The CGA board came with a Sanyo Video Board Boot Disk. If you boot the system using this system disk, you will not be able to see the regular display but only the CGA output.

Hard Drive Support

There was a pinout on the motherboard for a ribbon cable that would accept a 5 MB hard disk. Since the stock power supply only had capacity for ~ 90W, a common upgrade was to replace this transformer/linear PSU with a more modern switching power supply that could cope with more current draw. Later, hard disk capacities up to 20 MB were found to be possible.

Math Co-Processor

The MBC-55x motherboard also included a socket for an Intel 8087 math coprocessor, which helped with spreadsheet applications that supported it, such as Lotus 1-2-3.

Operating System

At least two replacement operating systems are known to have been developed for the MBC-55x series: Michtron''s DS-DOS and A-OK's OK-DOS.

Other

Other users found ways to read and write 1.2 MB 5.25" disks and 720 kB 3.5" disks on these computers.

Media

A monthly magazine called 'Soft Sector' was written exclusively for the MBC-55x series community.
Computer Shopper magazine ran a column specific to the MBC-55x series, called "The Silver Box".

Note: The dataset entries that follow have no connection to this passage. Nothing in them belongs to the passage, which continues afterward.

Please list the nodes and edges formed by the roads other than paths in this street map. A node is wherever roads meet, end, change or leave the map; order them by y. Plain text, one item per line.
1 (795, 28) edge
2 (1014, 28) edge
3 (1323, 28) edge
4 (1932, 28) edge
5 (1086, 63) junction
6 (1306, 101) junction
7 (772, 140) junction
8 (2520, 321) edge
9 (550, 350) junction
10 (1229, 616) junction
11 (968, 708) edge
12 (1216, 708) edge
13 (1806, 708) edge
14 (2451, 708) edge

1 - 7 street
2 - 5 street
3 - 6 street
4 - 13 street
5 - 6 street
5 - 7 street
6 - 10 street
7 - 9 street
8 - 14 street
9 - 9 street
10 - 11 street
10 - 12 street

From 1984, there existed the Sanyo 550 Hackers Newsletter, edited (and largely written) by Victor R. Frank based in California, USA. He also was custodian of a disk library of over 500 5.25" disks of software that would run on some version or other of the Sanyo MBC-55x series computers. He has a pretty complete collection of pre-1985 Sanyo Business Systems computers!

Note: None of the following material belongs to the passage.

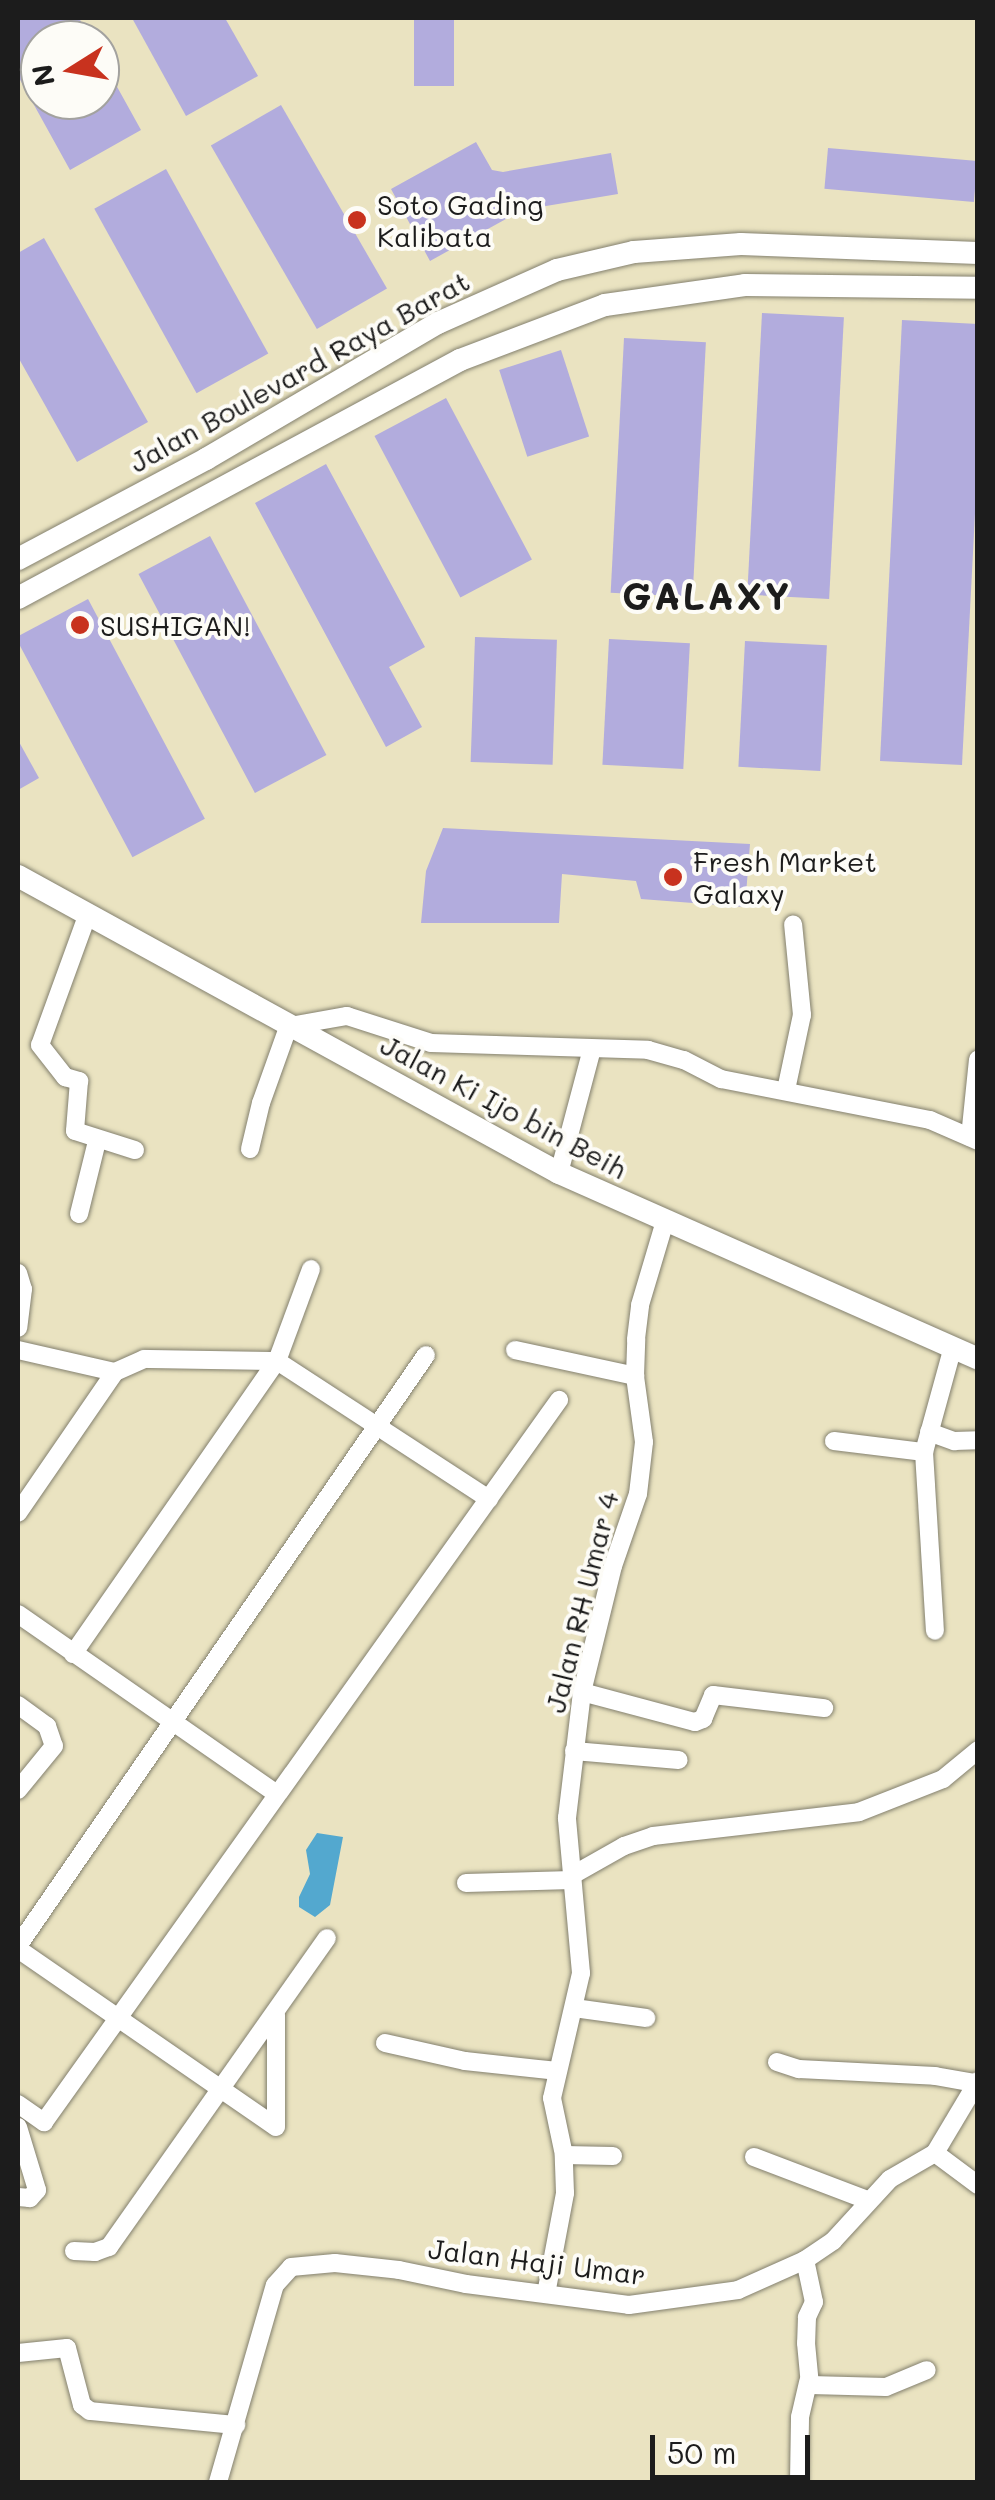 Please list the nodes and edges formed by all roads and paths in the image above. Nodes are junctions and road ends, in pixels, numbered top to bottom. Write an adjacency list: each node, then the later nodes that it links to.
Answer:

There was also the Sanyo Users' Group in New York, run by Patrick Yanez. SUG provided a disk library service where you could obtain software that would run on the MBC-550 series.

 

Pricing

In New Zealand's Bits & Bytes Issue 2-8, the retail price of each model variant was as follows:

MBC-550 $2,395.00 (includes MS-DOS, BASIC, WordStar, CalcStar - not including monitor, but does include 40% sales tax)
MBC-555 $3,295.00 (includes all above plus MailMerge, InfoStar and SpellStar - not including monitor, but does include 40% sales tax)

 

Further Info

Gerry Brophy maintains a Sanyo MBC-55x disk image archive of MBC-compatible software at his website at http://www.eriscreations.com/sanyo/index.html

The disk archive has two formats of disk images:
.img were compressed using DSKIMAGE program here (should be in the middle of the list) running on MS-DOS 6.22 (not on a PCJr) to make the images, using the settings 40 tracks, 1 head, and 8 sectors.